The required output is a number: how many lines of the data below include the string "Joshua".

....

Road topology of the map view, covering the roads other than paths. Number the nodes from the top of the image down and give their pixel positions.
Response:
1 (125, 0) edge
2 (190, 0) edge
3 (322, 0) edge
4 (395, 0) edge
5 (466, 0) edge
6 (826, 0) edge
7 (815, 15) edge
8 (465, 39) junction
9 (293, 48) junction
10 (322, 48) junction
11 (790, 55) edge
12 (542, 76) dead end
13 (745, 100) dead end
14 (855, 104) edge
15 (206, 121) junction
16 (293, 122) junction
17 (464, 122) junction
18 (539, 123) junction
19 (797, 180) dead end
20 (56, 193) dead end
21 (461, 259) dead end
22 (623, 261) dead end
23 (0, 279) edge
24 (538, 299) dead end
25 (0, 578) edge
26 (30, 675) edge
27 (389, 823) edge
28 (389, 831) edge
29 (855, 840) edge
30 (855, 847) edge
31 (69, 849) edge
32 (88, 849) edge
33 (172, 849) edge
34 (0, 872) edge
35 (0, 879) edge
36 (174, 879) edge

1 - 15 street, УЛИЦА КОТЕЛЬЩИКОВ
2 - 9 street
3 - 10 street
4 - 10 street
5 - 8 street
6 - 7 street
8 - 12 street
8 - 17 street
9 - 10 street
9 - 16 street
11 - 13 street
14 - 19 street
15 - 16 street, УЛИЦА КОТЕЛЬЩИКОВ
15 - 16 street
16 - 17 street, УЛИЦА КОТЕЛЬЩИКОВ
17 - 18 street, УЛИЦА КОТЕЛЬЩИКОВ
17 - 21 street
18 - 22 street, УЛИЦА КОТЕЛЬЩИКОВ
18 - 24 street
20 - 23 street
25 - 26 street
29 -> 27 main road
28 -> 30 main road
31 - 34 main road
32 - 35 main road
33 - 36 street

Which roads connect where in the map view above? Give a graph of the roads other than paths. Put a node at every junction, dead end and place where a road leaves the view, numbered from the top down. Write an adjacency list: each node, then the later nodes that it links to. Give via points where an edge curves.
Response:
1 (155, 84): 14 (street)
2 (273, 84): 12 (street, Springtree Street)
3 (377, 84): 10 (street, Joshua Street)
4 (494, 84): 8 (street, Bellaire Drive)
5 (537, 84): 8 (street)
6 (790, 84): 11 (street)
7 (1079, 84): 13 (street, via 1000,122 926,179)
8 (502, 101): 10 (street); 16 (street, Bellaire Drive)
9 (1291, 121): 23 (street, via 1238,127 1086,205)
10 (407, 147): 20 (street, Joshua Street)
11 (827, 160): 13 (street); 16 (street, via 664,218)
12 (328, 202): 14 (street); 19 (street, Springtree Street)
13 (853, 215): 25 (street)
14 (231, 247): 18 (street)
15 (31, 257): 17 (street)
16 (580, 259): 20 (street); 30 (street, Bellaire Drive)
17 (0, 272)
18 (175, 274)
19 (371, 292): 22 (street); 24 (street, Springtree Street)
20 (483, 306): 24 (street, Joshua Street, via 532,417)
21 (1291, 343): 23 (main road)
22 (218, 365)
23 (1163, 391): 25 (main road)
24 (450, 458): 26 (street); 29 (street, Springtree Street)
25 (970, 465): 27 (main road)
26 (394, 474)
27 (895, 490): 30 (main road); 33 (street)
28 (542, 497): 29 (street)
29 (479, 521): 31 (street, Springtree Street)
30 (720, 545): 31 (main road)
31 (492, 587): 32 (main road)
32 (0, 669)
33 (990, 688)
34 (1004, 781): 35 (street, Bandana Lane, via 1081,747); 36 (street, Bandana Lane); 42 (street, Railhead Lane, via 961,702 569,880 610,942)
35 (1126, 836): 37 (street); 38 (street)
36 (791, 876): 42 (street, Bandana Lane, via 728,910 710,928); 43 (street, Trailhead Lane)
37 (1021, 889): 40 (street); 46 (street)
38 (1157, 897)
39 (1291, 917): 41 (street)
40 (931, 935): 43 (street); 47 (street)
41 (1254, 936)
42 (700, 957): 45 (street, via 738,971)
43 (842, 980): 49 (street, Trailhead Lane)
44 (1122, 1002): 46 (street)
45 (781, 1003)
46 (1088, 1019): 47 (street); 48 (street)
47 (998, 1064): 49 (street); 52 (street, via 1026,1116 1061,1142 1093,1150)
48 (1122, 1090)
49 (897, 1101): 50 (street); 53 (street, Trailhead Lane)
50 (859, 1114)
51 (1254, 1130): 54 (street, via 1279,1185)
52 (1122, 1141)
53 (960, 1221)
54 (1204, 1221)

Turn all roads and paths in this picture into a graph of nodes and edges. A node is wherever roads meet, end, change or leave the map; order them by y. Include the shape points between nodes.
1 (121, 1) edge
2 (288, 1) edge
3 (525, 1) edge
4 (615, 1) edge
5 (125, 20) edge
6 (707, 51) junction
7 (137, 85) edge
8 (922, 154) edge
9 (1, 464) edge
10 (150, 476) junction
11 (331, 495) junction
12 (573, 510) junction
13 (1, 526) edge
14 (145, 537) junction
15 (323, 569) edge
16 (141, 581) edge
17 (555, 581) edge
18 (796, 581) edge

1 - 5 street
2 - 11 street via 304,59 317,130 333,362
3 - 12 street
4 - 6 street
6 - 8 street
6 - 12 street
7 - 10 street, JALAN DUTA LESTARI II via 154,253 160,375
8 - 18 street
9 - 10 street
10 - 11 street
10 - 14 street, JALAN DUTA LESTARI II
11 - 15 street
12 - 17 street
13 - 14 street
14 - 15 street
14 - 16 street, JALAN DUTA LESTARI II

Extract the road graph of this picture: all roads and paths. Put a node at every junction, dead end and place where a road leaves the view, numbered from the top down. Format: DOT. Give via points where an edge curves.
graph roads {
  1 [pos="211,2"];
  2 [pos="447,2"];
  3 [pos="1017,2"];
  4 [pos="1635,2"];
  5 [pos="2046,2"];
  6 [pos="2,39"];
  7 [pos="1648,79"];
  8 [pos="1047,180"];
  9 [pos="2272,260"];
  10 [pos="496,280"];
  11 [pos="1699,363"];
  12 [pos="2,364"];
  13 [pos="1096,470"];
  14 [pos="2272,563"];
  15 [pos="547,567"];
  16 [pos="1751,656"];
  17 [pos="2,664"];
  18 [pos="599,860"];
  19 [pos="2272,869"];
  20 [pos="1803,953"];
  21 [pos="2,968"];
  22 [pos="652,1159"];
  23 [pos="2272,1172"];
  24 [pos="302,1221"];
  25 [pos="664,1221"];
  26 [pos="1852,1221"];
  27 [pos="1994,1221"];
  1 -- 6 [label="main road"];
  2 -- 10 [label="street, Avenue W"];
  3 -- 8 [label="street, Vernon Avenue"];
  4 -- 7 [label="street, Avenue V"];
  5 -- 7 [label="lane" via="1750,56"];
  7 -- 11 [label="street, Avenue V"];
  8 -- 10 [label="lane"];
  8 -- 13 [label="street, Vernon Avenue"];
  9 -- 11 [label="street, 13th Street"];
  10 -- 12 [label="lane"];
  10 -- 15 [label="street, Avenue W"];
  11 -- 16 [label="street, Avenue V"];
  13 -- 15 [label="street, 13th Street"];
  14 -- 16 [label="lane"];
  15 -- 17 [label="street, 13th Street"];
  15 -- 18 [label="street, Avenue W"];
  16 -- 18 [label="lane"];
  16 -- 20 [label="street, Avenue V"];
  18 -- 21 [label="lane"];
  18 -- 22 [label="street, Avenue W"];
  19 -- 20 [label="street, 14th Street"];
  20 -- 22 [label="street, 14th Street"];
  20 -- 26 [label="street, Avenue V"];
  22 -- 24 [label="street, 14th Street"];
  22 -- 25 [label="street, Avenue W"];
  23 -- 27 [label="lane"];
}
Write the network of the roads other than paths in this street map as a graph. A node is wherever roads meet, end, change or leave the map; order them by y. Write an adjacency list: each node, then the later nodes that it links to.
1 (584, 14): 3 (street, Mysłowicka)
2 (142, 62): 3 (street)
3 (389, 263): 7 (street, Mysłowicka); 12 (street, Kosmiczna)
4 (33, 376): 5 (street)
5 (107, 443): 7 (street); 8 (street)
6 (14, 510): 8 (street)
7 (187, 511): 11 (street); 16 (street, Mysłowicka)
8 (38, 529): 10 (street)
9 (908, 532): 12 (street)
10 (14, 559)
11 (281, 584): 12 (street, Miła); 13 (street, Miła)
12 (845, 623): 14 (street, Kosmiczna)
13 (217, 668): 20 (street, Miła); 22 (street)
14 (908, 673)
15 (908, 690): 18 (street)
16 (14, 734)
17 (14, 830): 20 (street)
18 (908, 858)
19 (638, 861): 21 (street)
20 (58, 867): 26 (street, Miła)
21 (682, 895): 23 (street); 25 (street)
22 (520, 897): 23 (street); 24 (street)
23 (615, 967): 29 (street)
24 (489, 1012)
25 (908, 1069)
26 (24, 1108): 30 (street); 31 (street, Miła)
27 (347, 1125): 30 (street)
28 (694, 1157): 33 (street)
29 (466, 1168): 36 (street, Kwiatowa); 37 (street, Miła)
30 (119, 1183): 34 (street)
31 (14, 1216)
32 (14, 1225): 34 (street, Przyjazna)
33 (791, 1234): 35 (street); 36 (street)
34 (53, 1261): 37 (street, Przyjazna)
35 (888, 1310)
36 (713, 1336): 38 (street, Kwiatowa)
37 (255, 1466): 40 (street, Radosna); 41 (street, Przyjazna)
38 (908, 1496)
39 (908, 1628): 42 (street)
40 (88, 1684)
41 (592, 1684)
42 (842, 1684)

....

**Answer space**
3